My image creater options:
make image PROFILE=tplink_archer-c7-v2 PACKAGES="luci luci-proto-relay luci-ssl luci-app-commands kmod-usb-storage kmod-fs-ext4 kmod-usb-hid block-mount iperf e2fsprogs fdisk swap-utils tar perl perl-www perl-xml-parser perlbase-math perlbase-storable perlbase-version perlbase-autoloader perl-device-usb luci-theme-material kmod-fs-cifs kmod-nls-base kmod-ath10k -kmod-ath10k-ct ath10k-firmware-qca988x -ath10k-firmware-qca988x-ct"

So wolfssl is default
Has anybody opened i ticket ?

% opkg list-installed | grep -E "wget|ssl|cert"
libopenssl - 1.0.2u-1
libustream-openssl - 2018-07-30-23a3f283-2
openssl-util - 1.0.2u-1
openvpn-openssl - 2.4.5-4.2
wget - 1.19.5-6

How do I get libopenssl 1.1 since opkg doesn't seem to know about it?

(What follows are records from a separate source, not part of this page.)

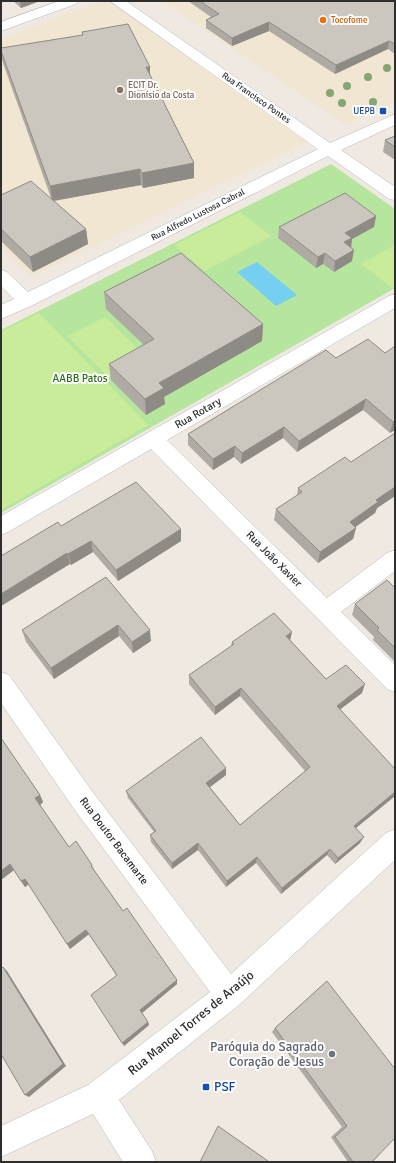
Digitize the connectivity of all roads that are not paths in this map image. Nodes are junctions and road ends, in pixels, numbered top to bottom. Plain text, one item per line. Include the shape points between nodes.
1 (71, 1) edge
2 (117, 1) edge
3 (1, 27) edge
4 (180, 28) dead end
5 (395, 119) edge
6 (349, 150) junction
7 (395, 179) edge
8 (395, 195) edge
9 (1, 276) edge
10 (395, 300) edge
11 (27, 301) junction
12 (1, 313) edge
13 (153, 438) junction
14 (1, 526) edge
15 (395, 559) edge
16 (326, 611) junction
17 (395, 681) edge
18 (1, 683) edge
19 (395, 842) edge
20 (230, 995) junction
21 (99, 1096) junction
22 (1, 1142) edge
23 (141, 1162) edge

1 - 3 street
2 - 6 street, Rua Francisco Pontes
4 - 6 street, Rua Francisco Pontes
5 - 6 street, Rua Alfredo Lustosa Cabral
6 - 7 street, Rua Francisco Pontes
6 - 8 street, Rua Francisco Pontes
6 - 11 street, Rua Alfredo Lustosa Cabral
9 - 11 street
10 - 13 street, Rua Rotary
11 - 12 street, Rua Alfredo Lustosa Cabral
13 - 14 street, Rua Rotary
13 - 16 street, Rua João Xavier
15 - 16 street
16 - 17 street, Rua João Xavier
18 - 20 street, Rua Doutor Bacamarte via 83,800
19 - 20 street, Rua Manoel Torres de Araújo
20 - 21 street, Rua Manoel Torres de Araújo
21 - 22 street, Rua Manoel Torres de Araújo
21 - 23 street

Update to a currently supported OpenWrt version: 19.07 or 21.02 (or the development master). They all have openssl 1.1.1.

Support for 18.06 has ended in late 2020.

Is there some way to fake the X1 on the server side so that I can recover those devices otherwise, they all have to be shipped back to me. As of hours ago, because curl is using https, it won't communicate at all so I cannot even find a way to recover them.

Default image -> same libs

'# opkg list-installed | grep -E "wget|ssl|cert"
libustream-wolfssl20201210 - 2020-12-10-68d09243-1
libwolfssl4.7.0.66253b90 - 4.7.0-stable-2
luci-ssl - git-20.244.36115-e10f954
px5g-wolfssl - 3
wpad-mesh-wolfssl - 2020-06-08-5a8b3662-35

Looks like the letsencrypt forum is now full of help requests.

1 Like

Not sure how much they can do to fix it. It's not that they are going to publish a new root certificate or "unexpire" the old one.
I have a 19.07.7 router with openSSL 1.1.1k and that one is having no issues.
It's our 21.02.0 routers that don't seem to recognize the ISRG Root X1 certificate. The wolfSSL libraries seem to have the same "quirk" in openSSL 1.0.x.
Don't have space in all routers for openSSL... maybe one or two will take it.

What could work is to add support for X1 onto the server, even temporarily, long enough to send the devices an update. I don't know enough about this to know how but would it involve adding an intermediate file from letsencrypt somewhere in the letsencrypt directory structure?